[ofa-general] Re: [PATCHv3 2/2] ipoib: handle pkey change events

Yosef Etigin yosefe at voltaire.com
Wed May 9 04:53:33 PDT 2007


Michael S. Tsirkin wrote:
> OK. looks pretty good to me. One coding style violation I found:
> 
> 
fixed

--
This issue was found during partitioning & SM fail over testing.

 * Added flush flag to ipoib_ib_dev_stop(), ipoib_ib_dev_down() alike
 * Rename the polling thread work to 'pkey_poll_task' to avoid ambiguity
 * Upon PKEY_CHANGE event, schedule a work that restarts the QP
 * Restart child interfaces before parent. They might be up even if the
   parent is down
 * Use uncached pkey query upon qp initiallization

SM reconfiguration or failover possibly causes a shuffling of the values
in the port pkey table. The current implementation only queries for the
index of the pkey once, when it creates the device QP and after that moves
it into working state, and hence does not address this scenario. Fix this
by using the PKEY_CHANGE event as a trigger to reconfigure the device QP.

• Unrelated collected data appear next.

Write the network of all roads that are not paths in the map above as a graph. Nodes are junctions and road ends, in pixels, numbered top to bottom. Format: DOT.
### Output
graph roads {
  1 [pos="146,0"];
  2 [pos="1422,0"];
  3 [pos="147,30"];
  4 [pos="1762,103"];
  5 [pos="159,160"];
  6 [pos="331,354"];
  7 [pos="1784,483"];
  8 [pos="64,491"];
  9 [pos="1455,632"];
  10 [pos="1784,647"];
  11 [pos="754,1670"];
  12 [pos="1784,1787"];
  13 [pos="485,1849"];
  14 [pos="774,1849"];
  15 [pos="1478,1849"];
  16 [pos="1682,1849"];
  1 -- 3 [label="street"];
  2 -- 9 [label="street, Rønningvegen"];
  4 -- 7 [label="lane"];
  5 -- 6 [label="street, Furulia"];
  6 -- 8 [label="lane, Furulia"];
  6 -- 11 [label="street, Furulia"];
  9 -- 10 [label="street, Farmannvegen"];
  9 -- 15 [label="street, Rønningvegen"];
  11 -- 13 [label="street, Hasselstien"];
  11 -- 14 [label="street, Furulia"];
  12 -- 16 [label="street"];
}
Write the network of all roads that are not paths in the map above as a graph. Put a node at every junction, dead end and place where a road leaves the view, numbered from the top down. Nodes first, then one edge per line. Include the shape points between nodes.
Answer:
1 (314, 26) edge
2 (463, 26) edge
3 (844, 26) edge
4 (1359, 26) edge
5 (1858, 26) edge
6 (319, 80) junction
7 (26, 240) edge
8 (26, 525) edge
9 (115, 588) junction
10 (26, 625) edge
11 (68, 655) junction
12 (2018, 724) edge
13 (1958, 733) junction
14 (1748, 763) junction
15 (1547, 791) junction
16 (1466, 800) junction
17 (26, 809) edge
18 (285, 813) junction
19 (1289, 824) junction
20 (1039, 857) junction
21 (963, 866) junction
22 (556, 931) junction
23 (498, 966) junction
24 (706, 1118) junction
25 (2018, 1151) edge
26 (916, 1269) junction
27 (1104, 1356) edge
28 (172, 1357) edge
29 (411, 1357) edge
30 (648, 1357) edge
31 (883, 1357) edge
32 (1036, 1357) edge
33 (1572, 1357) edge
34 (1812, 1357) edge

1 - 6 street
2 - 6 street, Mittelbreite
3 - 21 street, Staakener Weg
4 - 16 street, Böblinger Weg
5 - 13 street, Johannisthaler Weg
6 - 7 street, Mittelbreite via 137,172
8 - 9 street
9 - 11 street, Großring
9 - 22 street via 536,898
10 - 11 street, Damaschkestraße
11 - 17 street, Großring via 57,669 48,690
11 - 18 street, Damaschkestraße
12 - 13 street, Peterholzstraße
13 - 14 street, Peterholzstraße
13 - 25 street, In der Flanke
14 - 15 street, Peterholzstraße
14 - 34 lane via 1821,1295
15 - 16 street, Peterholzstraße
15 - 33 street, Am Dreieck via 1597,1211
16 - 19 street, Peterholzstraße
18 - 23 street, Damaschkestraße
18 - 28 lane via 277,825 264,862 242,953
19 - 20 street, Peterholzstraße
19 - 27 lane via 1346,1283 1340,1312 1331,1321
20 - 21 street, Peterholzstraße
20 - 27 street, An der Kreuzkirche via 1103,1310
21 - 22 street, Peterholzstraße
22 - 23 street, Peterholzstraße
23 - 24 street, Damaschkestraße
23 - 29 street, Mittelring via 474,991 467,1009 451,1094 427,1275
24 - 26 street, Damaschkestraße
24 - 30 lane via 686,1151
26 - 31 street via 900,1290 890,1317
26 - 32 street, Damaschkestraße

Signed-off-by: Yosef Etigin <yosefe at voltaire.com>
---
 drivers/infiniband/ulp/ipoib/ipoib.h       |    6 +-
 drivers/infiniband/ulp/ipoib/ipoib_ib.c    |   59 ++++++++++++++++++++---------
 drivers/infiniband/ulp/ipoib/ipoib_main.c  |    7 +--
 drivers/infiniband/ulp/ipoib/ipoib_verbs.c |   11 ++---
 4 files changed, 56 insertions(+), 27 deletions(-)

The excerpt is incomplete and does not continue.